Playing the Indian Card

Tuesday, September 11, 2012

Chicago on Fire

Good question.

The war against teachers’ unions has now spread to the streets of Chicago. Chicago teachers are on strike despite already getting the highest or second-highest remuneration package in the US, because the Chicago board is trying to shave back health benefits and impose some quality control.

One might ask, why is it the best-paid teachers in the US, and, in Ontario, the best-paid teachers in North America, who are so restive?

And the answer is simple: did you ever, as a child, read the story of The Princess and the Pea? (There is much wisdom in fairy tales. That is why they endure.) If one is oppressed, one quickly gets used to being oppressed—see the “Stockholm Syndrome.” If one is pampered, one gets used to being pampered, and quickly comes to consider it one’s right. The same principle of human nature explains feminism.

The oppressed masses?


Unfortunately, the Chicago School Board seems to be wrong on one of their proposed quality control measures. They want to tie teacher evaluations to student test scores. That seems like an obvious step. But the research suggests it is a very inaccurate measure, and there are better ones.

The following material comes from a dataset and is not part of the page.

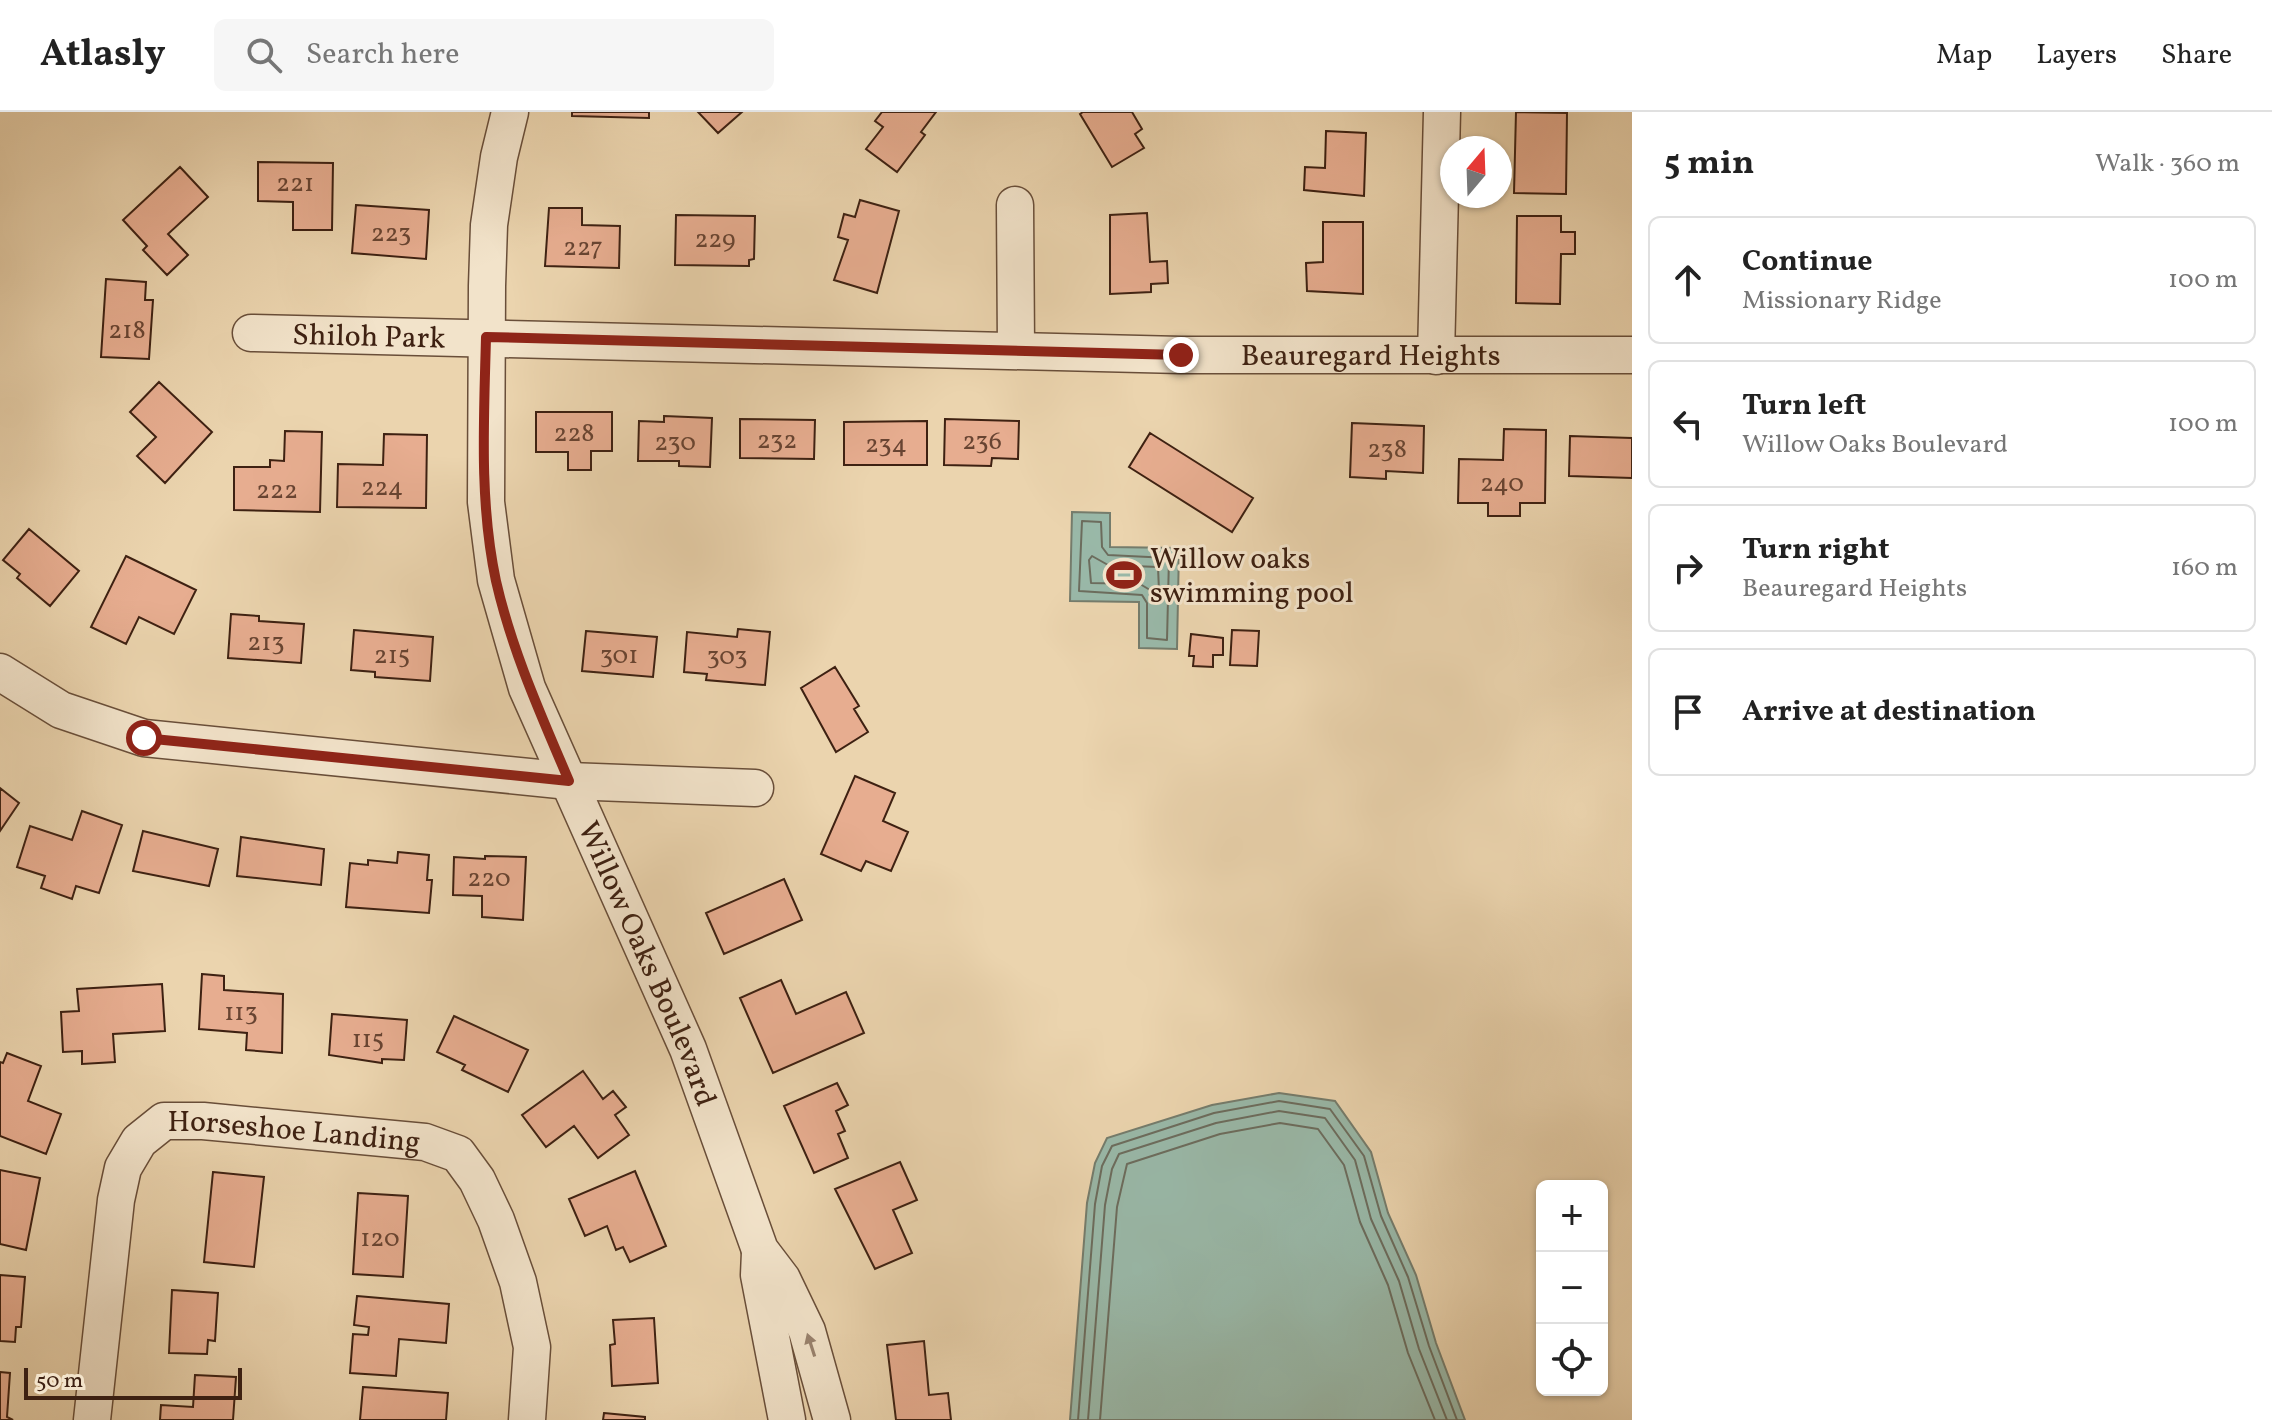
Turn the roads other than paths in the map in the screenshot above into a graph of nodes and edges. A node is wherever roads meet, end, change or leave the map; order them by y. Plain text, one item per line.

The simplest and most accurate one is just to allow parent choice.




Unfortunately, the teachers have left themselves open by decades of non-evaluations and phony evaluations.

One more notable thing about this strike is that, as in Ontario, the confrontation is between the teachers’ unions and a fairly left-leaning government. This was predicted here: since Chris Christie and then Scott Walker showed that facing down the teachers’ unions was a winning political issue, everyone else has been climbing onto the bandwagon. Even the political left, which for years has been almost an arm of the teachers’ unions, does not now dare to back them. Michelle Rhee is a Democrat.

This means the teachers are in a perilous position, and they don’t seem to realize it. They’ve lost their political cover. Blinded by that easy assumption of privilege again, which has been the downfall of every ruling class sooner or later. It is a very bad idea for them to go on strike against the public. Meanwhile, the private and charter schools continue to operate; making a very good advertisement for private and charter schools.
Ironically, the original sweatshops were sole-proprietor small businesses.

This is going to happen fast now (though any thinking person knows it should have happened at least thirty years ago). Teachers’ unions as we know them are finished. The public school system as we know it is doomed.